Их прощальное собрание «у большого камня», под которым хотели похоронить Илюшу, напоминает евангельскую притчу о камне, отвергнутом строителями, который стал во главу угла нового здания; напоминает и о том, как Илюшу забрасывали камнями и унижали. Вся эта сцена, по-видимому, иллюстрирует главный урок, который Ивану и другим гордецам-многодумам надлежит усвоить: «если… не будете как дети, не войдете в Царство Небесное» (От Матфея, 18:3). «Гамлетовский вопрос» о смысле жизни обходится без ответа и остается позади благодаря наивному и живому скачку веры.
«— Карамазов! — крикнул Коля. — Неужели и взаправду религия говорит, что мы все встанем из мертвых, и оживем, и увидим опять друг друга, и всех, и Илюшечку?
— Непременно восстанем, непременно увидим и весело, радостно расскажем друг другу все, что было, — полусмеясь, полу в восторге ответил Алеша».
Эта примиренность над мертвым телом Илюши определяется в речении Евангелия от Иоанна, которое Достоевский предпослал роману: «Если пшеничное зерно, падши в землю, не умрет, то останется одно; а если умрет, то принесет много плода» (12: 24). Истоком новой жизни служит смерть: смерть Карамазова-отца, Зосимы и тем паче смерть невинного мальчика. Существеннейшим чудом является Воскресение: дивное возрождение природы и главное событие истории для православного христианина. Бога заново открывают для себя не путем изучения догматов, а проникаясь верою в Его творение. Первое чудо Христово — претворение воды в вино на брачном пиршестве в Кане Галилейской — описывается втом евангельском тексте, который прямо послужил обращению Алеши, и первый его порыв — обнять землю. Христианство не есть религия аскетов и моралистов, оно — для «черных» Карамазовых, которые радуются Божьему творению и ищут услады в нем. Таким образом они послушны закону и пророкам, но не ветхозаветным, а романтическим апостолам творческой свободы; это религия дерзновения. Ее единственный догмат состоит в том, что свободное даяние любви по образу и подобию Христову в конце концов восторжествует над всем и вся, ибо, по словам Фомы Кемпийского, «для любви нет невозможного»[1217].

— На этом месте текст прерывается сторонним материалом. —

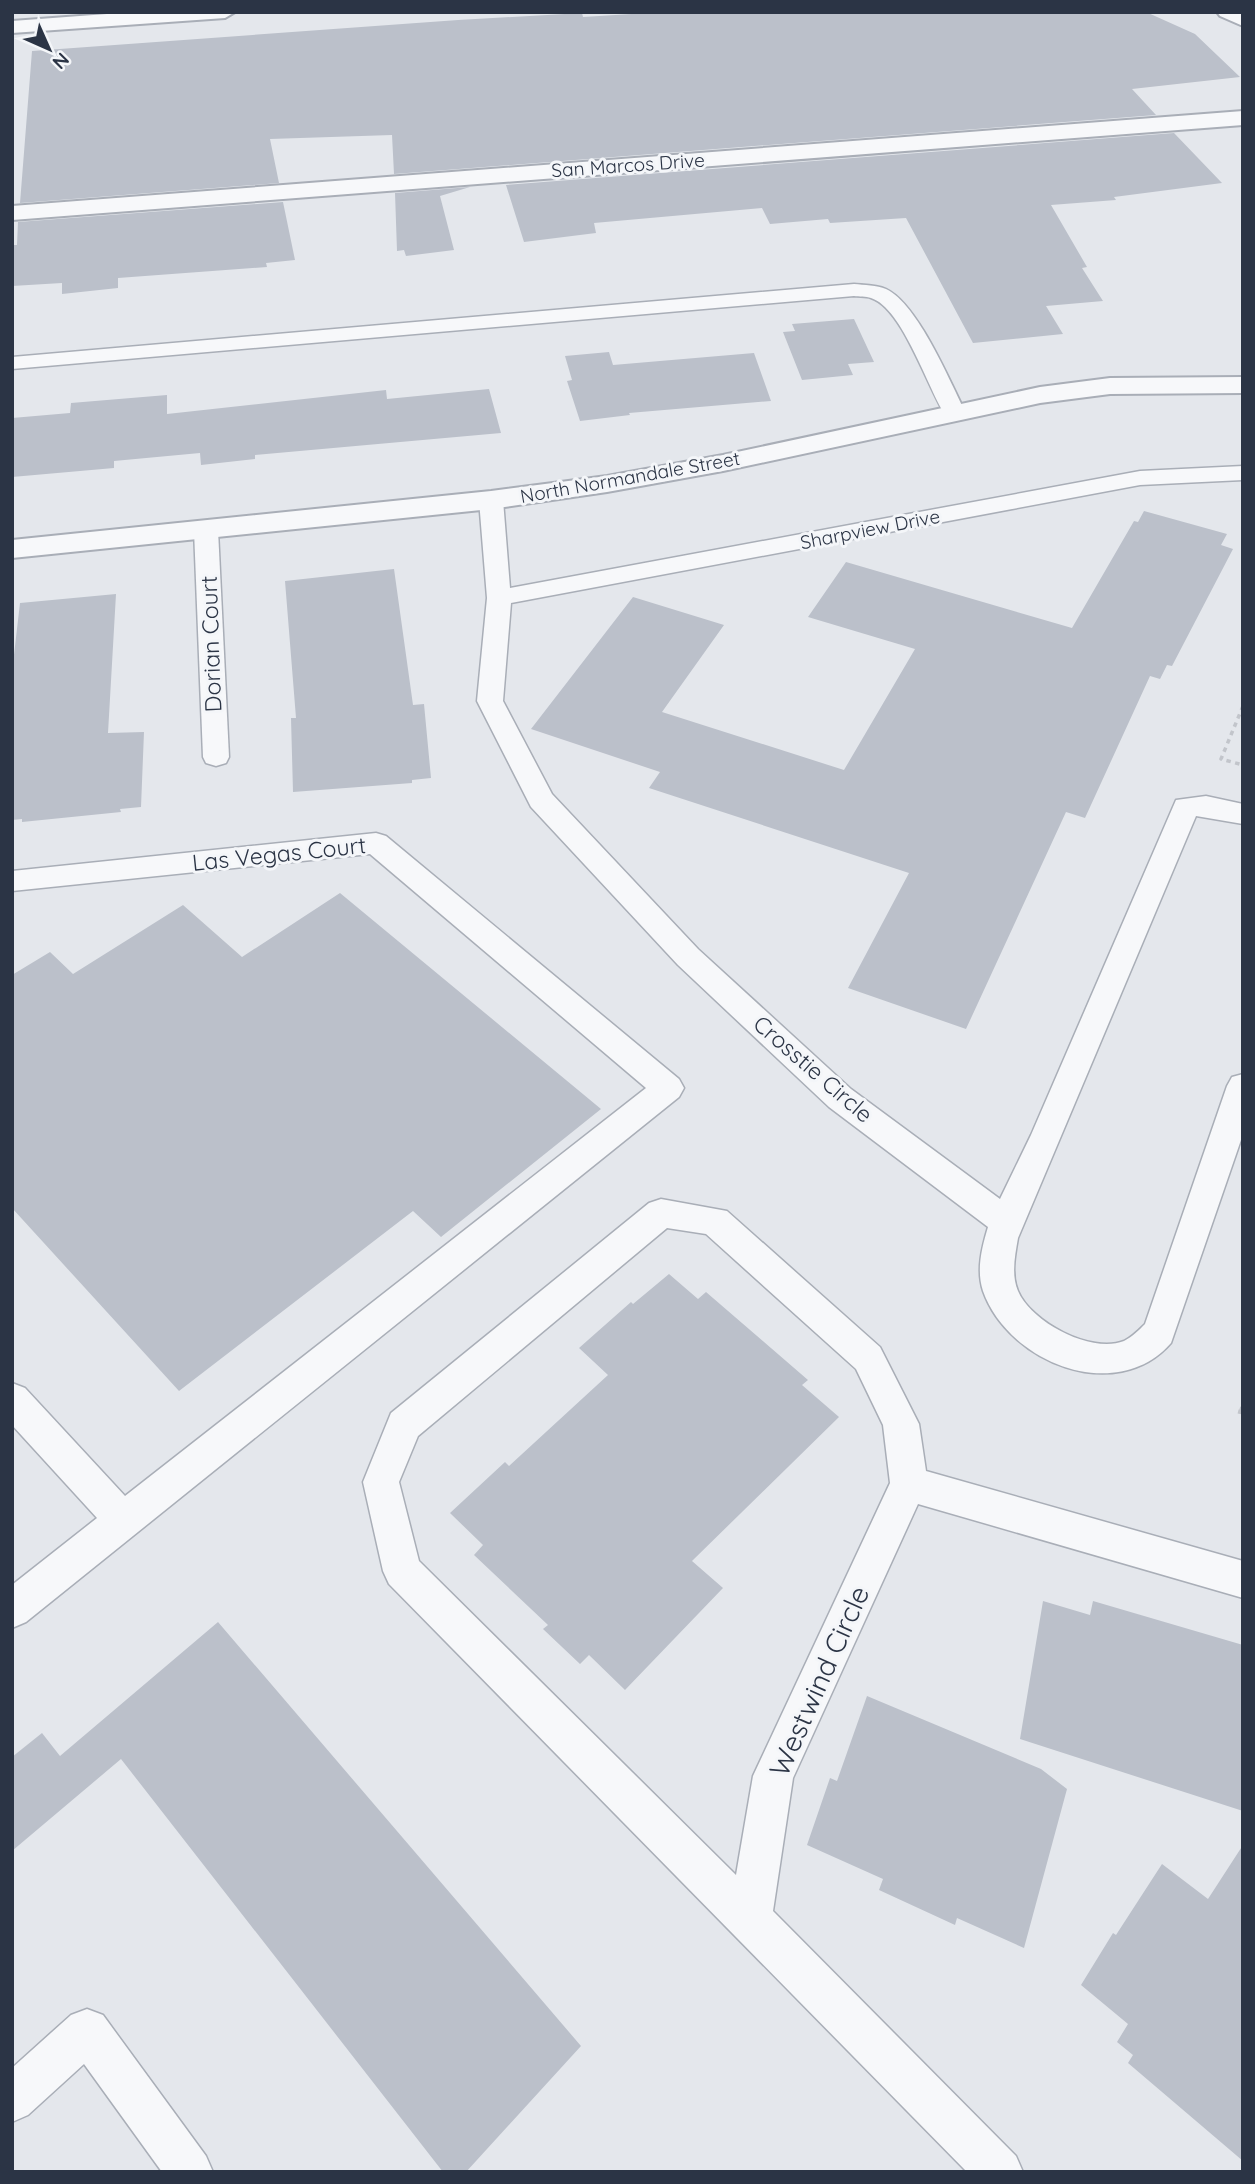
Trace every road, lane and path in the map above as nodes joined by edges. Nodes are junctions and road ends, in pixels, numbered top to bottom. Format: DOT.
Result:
graph roads {
  1 [pos="225,12"];
  2 [pos="1227,12"];
  3 [pos="1243,20"];
  4 [pos="12,27"];
  5 [pos="1243,118"];
  6 [pos="12,213"];
  7 [pos="12,363"];
  8 [pos="1243,384"];
  9 [pos="956,412"];
  10 [pos="1243,473"];
  11 [pos="491,500"];
  12 [pos="206,530"];
  13 [pos="12,549"];
  14 [pos="499,598"];
  15 [pos="1243,706"];
  16 [pos="216,757"];
  17 [pos="1243,765"];
  18 [pos="1243,814"];
  19 [pos="12,881"];
  20 [pos="1243,1086"];
  21 [pos="1005,1221"];
  22 [pos="12,1399"];
  23 [pos="1243,1405"];
  24 [pos="1240,1414"];
  25 [pos="909,1484"];
  26 [pos="123,1520"];
  27 [pos="1243,1580"];
  28 [pos="12,1609"];
  29 [pos="750,1919"];
  30 [pos="12,2099"];
  31 [pos="190,2172"];
  32 [pos="1000,2172"];
  1 -- 4 [label="street"];
  2 -- 3 [label="street"];
  5 -- 6 [label="street, San Marcos Drive"];
  7 -- 9 [label="lane"];
  8 -- 9 [label="street, North Normandale Street"];
  9 -- 11 [label="street, North Normandale Street"];
  10 -- 14 [label="lane, Sharpview Drive"];
  11 -- 12 [label="street, North Normandale Street"];
  11 -- 14 [label="lane, Crosstie Circle"];
  12 -- 13 [label="street, North Normandale Street"];
  12 -- 16 [label="lane, Dorian Court"];
  14 -- 21 [label="lane, Crosstie Circle"];
  15 -- 17 [label="path"];
  18 -- 21 [label="lane"];
  19 -- 26 [label="lane, Las Vegas Court"];
  20 -- 21 [label="lane"];
  22 -- 26 [label="lane"];
  23 -- 24 [label="path"];
  25 -- 27 [label="lane"];
  25 -- 29 [label="lane, Westwind Circle"];
  25 -- 29 [label="lane"];
  26 -- 28 [label="lane"];
  29 -- 32 [label="lane"];
  30 -- 31 [label="lane"];
}
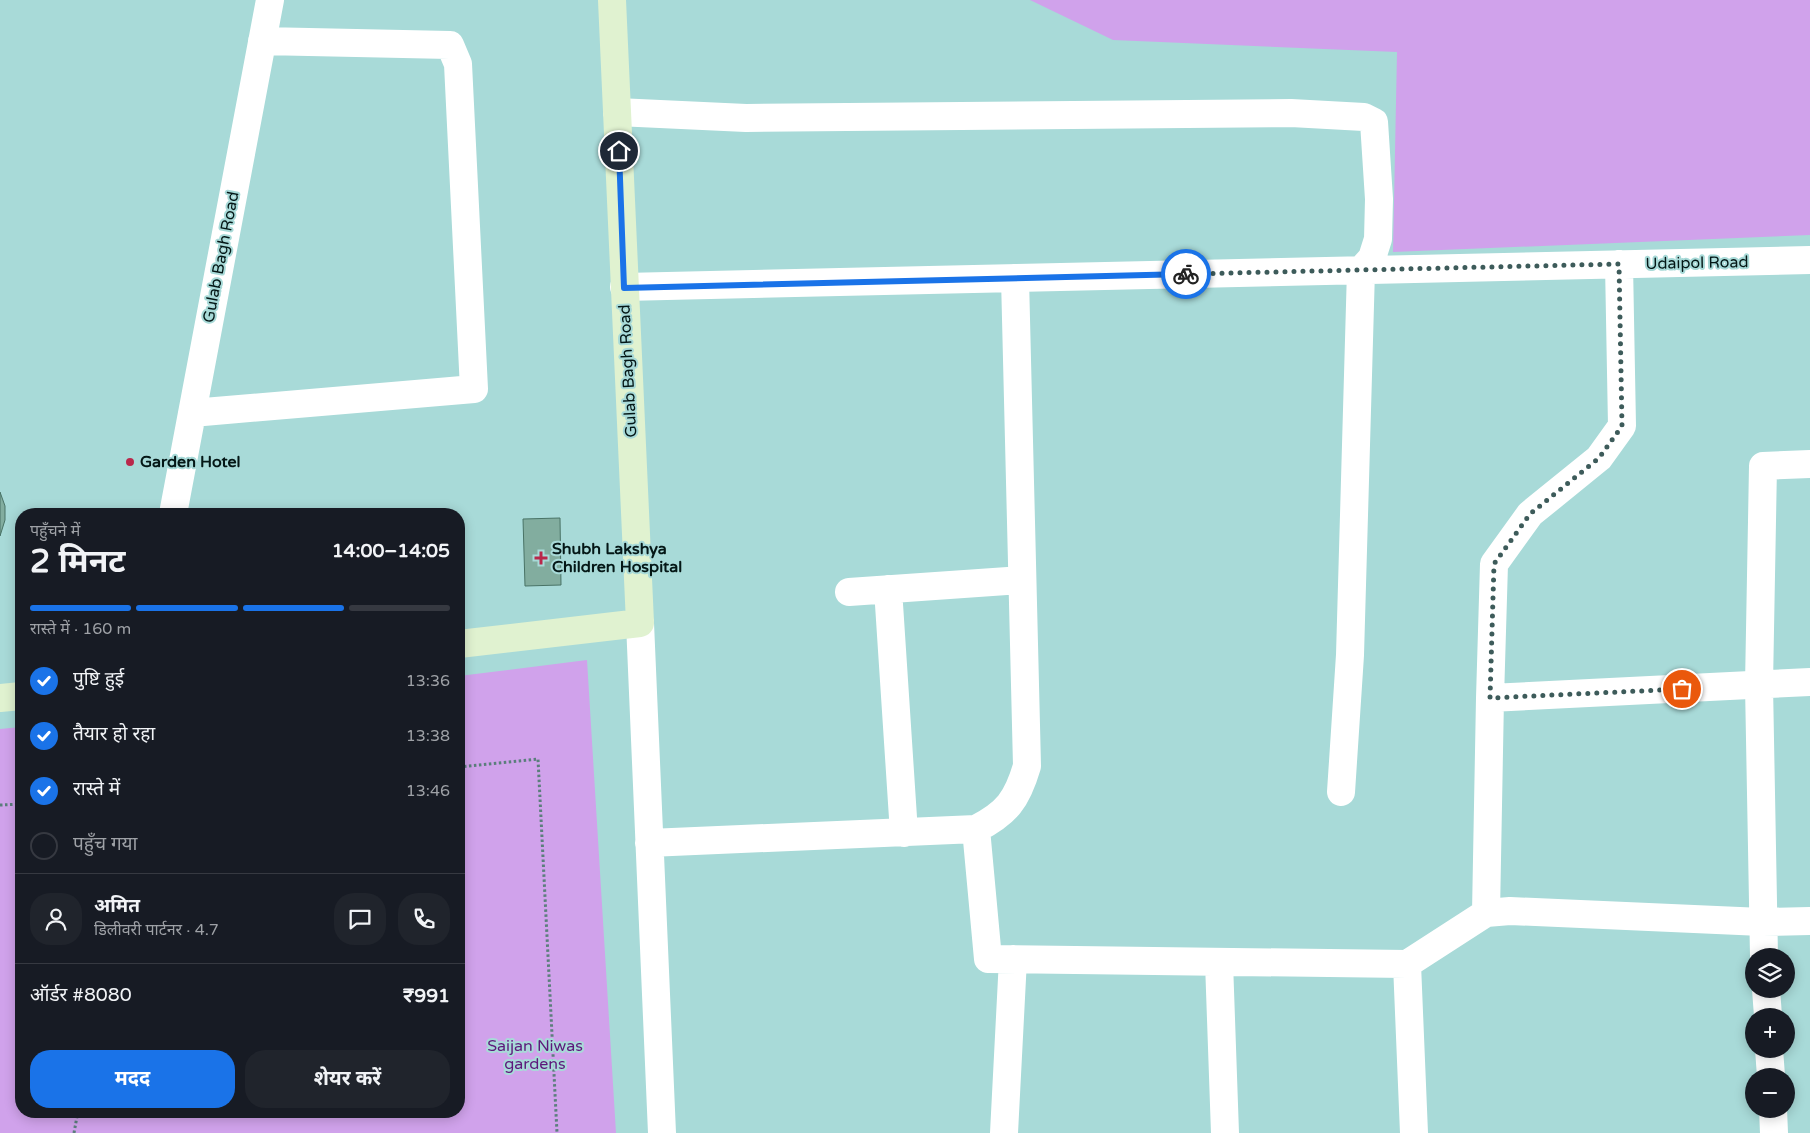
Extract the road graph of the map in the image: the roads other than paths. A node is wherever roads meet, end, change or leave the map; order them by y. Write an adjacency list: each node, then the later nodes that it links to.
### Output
1 (270, 0): 3 (street, Gulab Bagh Road)
2 (612, 0): 4 (main road, Gulab Bagh Road)
3 (262, 41): 10 (street, Gulab Bagh Road); 10 (street)
4 (617, 112): 7 (street); 9 (main road, Gulab Bagh Road)
5 (1810, 260): 6 (street, Udaipol Road)
6 (1619, 264): 7 (street, Udaipol Road); 22 (street)
7 (1360, 270): 8 (street, Udaipol Road); 23 (street)
8 (1015, 278): 9 (street, Udaipol Road); 13 (street)
9 (624, 288): 16 (main road, Gulab Bagh Road)
10 (192, 413): 12 (street, Gulab Bagh Road)
11 (1810, 464): 19 (street)
12 (174, 508)
13 (1021, 580): 14 (street); 24 (street)
14 (888, 589): 15 (street); 25 (street)
15 (849, 592)
16 (640, 623): 17 (main road); 26 (street)
17 (465, 643)
18 (1810, 682): 19 (street)
19 (1759, 685): 22 (street); 29 (street)
20 (15, 697): 21 (main road)
21 (0, 698)
22 (1490, 698): 27 (street)
23 (1341, 792)
24 (976, 829): 25 (street); 31 (street)
25 (904, 833): 26 (street)
26 (649, 844): 35 (street)
27 (1486, 913): 29 (street); 33 (street)
28 (1810, 921): 29 (street)
29 (1762, 922): 30 (street)
30 (1764, 948)
31 (1013, 959): 32 (street); 36 (street)
32 (1219, 962): 33 (street); 37 (street)
33 (1407, 964): 38 (street)
34 (1773, 1118): 39 (street)
35 (662, 1133)
36 (1004, 1133)
37 (1225, 1133)
38 (1414, 1133)
39 (1774, 1133)

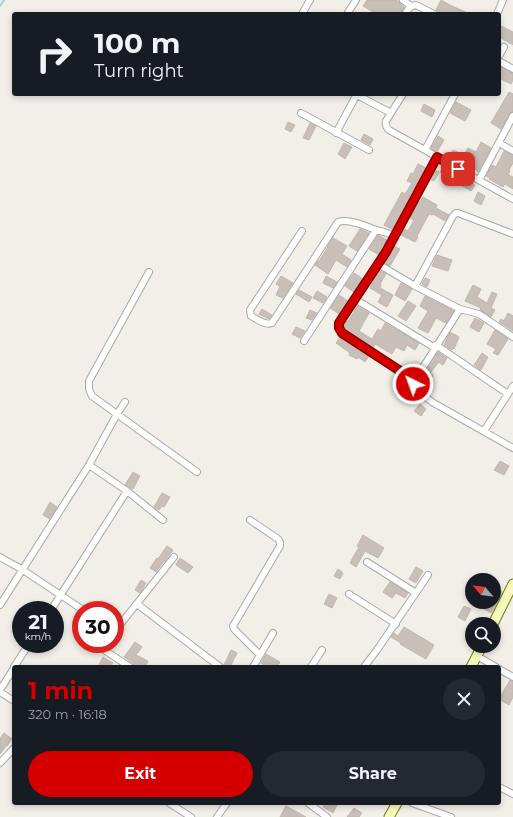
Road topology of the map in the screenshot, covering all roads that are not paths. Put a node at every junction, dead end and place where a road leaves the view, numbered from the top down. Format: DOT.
graph roads {
  1 [pos="310,0"];
  2 [pos="356,0"];
  3 [pos="403,0"];
  4 [pos="504,0"];
  5 [pos="412,6"];
  6 [pos="303,12"];
  7 [pos="348,12"];
  8 [pos="406,12"];
  9 [pos="430,12"];
  10 [pos="498,12"];
  11 [pos="504,47"];
  12 [pos="501,52"];
  13 [pos="501,62"];
  14 [pos="513,69"];
  15 [pos="355,96"];
  16 [pos="360,96"];
  17 [pos="402,96"];
  18 [pos="454,96"];
  19 [pos="301,113"];
  20 [pos="391,114"];
  21 [pos="513,116"];
  22 [pos="336,133"];
  23 [pos="499,144"];
  24 [pos="369,150"];
  25 [pos="425,150"];
  26 [pos="513,151"];
  27 [pos="437,157"];
  28 [pos="479,180"];
  29 [pos="513,199"];
  30 [pos="376,230"];
  31 [pos="302,232"];
  32 [pos="513,234"];
  33 [pos="395,236"];
  34 [pos="378,264"];
  35 [pos="149,272"];
  36 [pos="415,286"];
  37 [pos="355,299"];
  38 [pos="460,309"];
  39 [pos="513,337"];
  40 [pos="304,342"];
  41 [pos="436,347"];
  42 [pos="414,380"];
  43 [pos="513,386"];
  44 [pos="508,394"];
  45 [pos="124,402"];
  46 [pos="117,414"];
  47 [pos="484,431"];
  48 [pos="513,448"];
  49 [pos="89,466"];
  50 [pos="196,472"];
  51 [pos="127,492"];
  52 [pos="164,520"];
  53 [pos="250,520"];
  54 [pos="0,557"];
  55 [pos="174,557"];
  56 [pos="367,562"];
  57 [pos="23,570"];
  58 [pos="428,575"];
  59 [pos="513,584"];
  60 [pos="416,593"];
  61 [pos="349,594"];
  62 [pos="60,595"];
  63 [pos="56,601"];
  64 [pos="72,603"];
  65 [pos="137,604"];
  66 [pos="0,605"];
  67 [pos="496,617"];
  68 [pos="124,620"];
  69 [pos="396,624"];
  70 [pos="273,633"];
  71 [pos="322,650"];
  72 [pos="23,653"];
  73 [pos="109,653"];
  74 [pos="478,653"];
  75 [pos="260,655"];
  76 [pos="477,656"];
  77 [pos="15,665"];
  78 [pos="127,665"];
  79 [pos="217,665"];
  80 [pos="254,665"];
  81 [pos="312,665"];
  82 [pos="366,665"];
  83 [pos="472,665"];
  84 [pos="493,665"];
  85 [pos="501,669"];
  86 [pos="12,670"];
  87 [pos="513,677"];
  88 [pos="0,691"];
  89 [pos="12,700"];
  90 [pos="12,750"];
  91 [pos="0,763"];
  92 [pos="501,787"];
  93 [pos="513,794"];
  94 [pos="175,805"];
  95 [pos="226,805"];
  96 [pos="311,805"];
  97 [pos="396,805"];
  98 [pos="418,805"];
  99 [pos="191,817"];
  100 [pos="217,817"];
  101 [pos="327,817"];
  102 [pos="389,817"];
  103 [pos="451,817"];
  1 -- 6 [label="street"];
  2 -- 7 [label="street"];
  3 -- 5 [label="street"];
  4 -- 10 [label="street"];
  5 -- 8 [label="street"];
  5 -- 9 [label="street"];
  11 -- 12 [label="street"];
  13 -- 14 [label="street"];
  15 -- 22 [label="street"];
  16 -- 20 [label="street"];
  17 -- 20 [label="street"];
  18 -- 25 [label="street"];
  19 -- 22 [label="street"];
  20 -- 25 [label="street"];
  21 -- 23 [label="street"];
  22 -- 24 [label="street"];
  23 -- 26 [label="street"];
  23 -- 28 [label="street"];
  25 -- 27 [label="street"];
  27 -- 28 [label="street"];
  27 -- 33 [label="street"];
  28 -- 29 [label="street"];
  30 -- 31 [label="street"];
  30 -- 33 [label="street"];
  30 -- 40 [label="street"];
  32 -- 36 [label="street"];
  33 -- 34 [label="street"];
  34 -- 36 [label="street"];
  34 -- 37 [label="street"];
  35 -- 46 [label="street"];
  36 -- 38 [label="street"];
  37 -- 41 [label="street"];
  37 -- 42 [label="street"];
  38 -- 39 [label="street"];
  38 -- 41 [label="street"];
  41 -- 42 [label="street"];
  41 -- 44 [label="street"];
  42 -- 47 [label="street"];
  43 -- 44 [label="street"];
  44 -- 47 [label="street"];
  45 -- 46 [label="street"];
  46 -- 49 [label="street"];
  46 -- 50 [label="street"];
  47 -- 48 [label="street"];
  49 -- 51 [label="street"];
  49 -- 57 [label="street"];
  51 -- 52 [label="street"];
  51 -- 62 [label="street"];
  53 -- 75 [label="street"];
  54 -- 57 [label="street"];
  55 -- 65 [label="street"];
  56 -- 60 [label="street"];
  57 -- 62 [label="street"];
  57 -- 66 [label="street"];
  58 -- 60 [label="street"];
  59 -- 67 [label="main road"];
  60 -- 69 [label="street"];
  61 -- 69 [label="street"];
  62 -- 63 [label="street"];
  62 -- 64 [label="street"];
  65 -- 68 [label="street"];
  65 -- 79 [label="street"];
  69 -- 82 [label="street"];
  70 -- 75 [label="street"];
  71 -- 81 [label="street"];
  72 -- 77 [label="street"];
  73 -- 78 [label="street"];
  74 -- 76 [label="main road"];
  75 -- 80 [label="street"];
  76 -- 83 [label="main road"];
  76 -- 84 [label="street"];
  85 -- 87 [label="street"];
  86 -- 88 [label="street"];
  88 -- 89 [label="street"];
  90 -- 91 [label="street"];
  92 -- 93 [label="street"];
  94 -- 99 [label="street"];
  95 -- 100 [label="street"];
  96 -- 101 [label="street"];
  97 -- 102 [label="main road"];
  98 -- 103 [label="street"];
}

В своих христианских выводах, как и в акцентировке внутренней природы человека, Достоевский был не типичен для своего времени. Тогда было принято отходить от религии, будь то в сторону ставрогинекого нигилизма или же к озабоченному агностицизму современного мира. Своеобразное утешение находили в квазирелигиозной социальной идеологии — или радикально-народнического, или реакционно-панславистского толка. Слишком глубокое влияние этих тенденций испытал Достоевский, чтобы попытаться сколько-нибудь убежденно отстаивать традиционное христианство в полном объеме. Его вера представляет собой скорее устремленность реалиста на поиски «более реального». Пожалуй, можно назвать дяе иконы этой глубоко личной и очень зыбкой веры.
Первая из них — Сикстинская Мадонна Рафаэля, репродукция которой висела над его письменным столом, как бы вопреки Бакунину и его присным, хотевшим водрузить эту картину на дрезденских баррикадах. (Достоевский и сам учинил в Дрездене небольшой переполох среди хранителей музея, взгромоздившись на стул, чтобы получше рассмотреть полотно[1218].) Мадонна являла собой начало всякого творения, верховное материнство, изображенное на высочайшем уровне достижений европейского искусства, плотью от плоти которого были его романы. Картина служила напоминанием о «дорогих покойниках», погребенных под гнетом «раздоров и логики» постхристианской Европы: их-то он и чаял воскресить с помощью обновленного христианского рвения русского народа и пророческого пафоса своего искусства.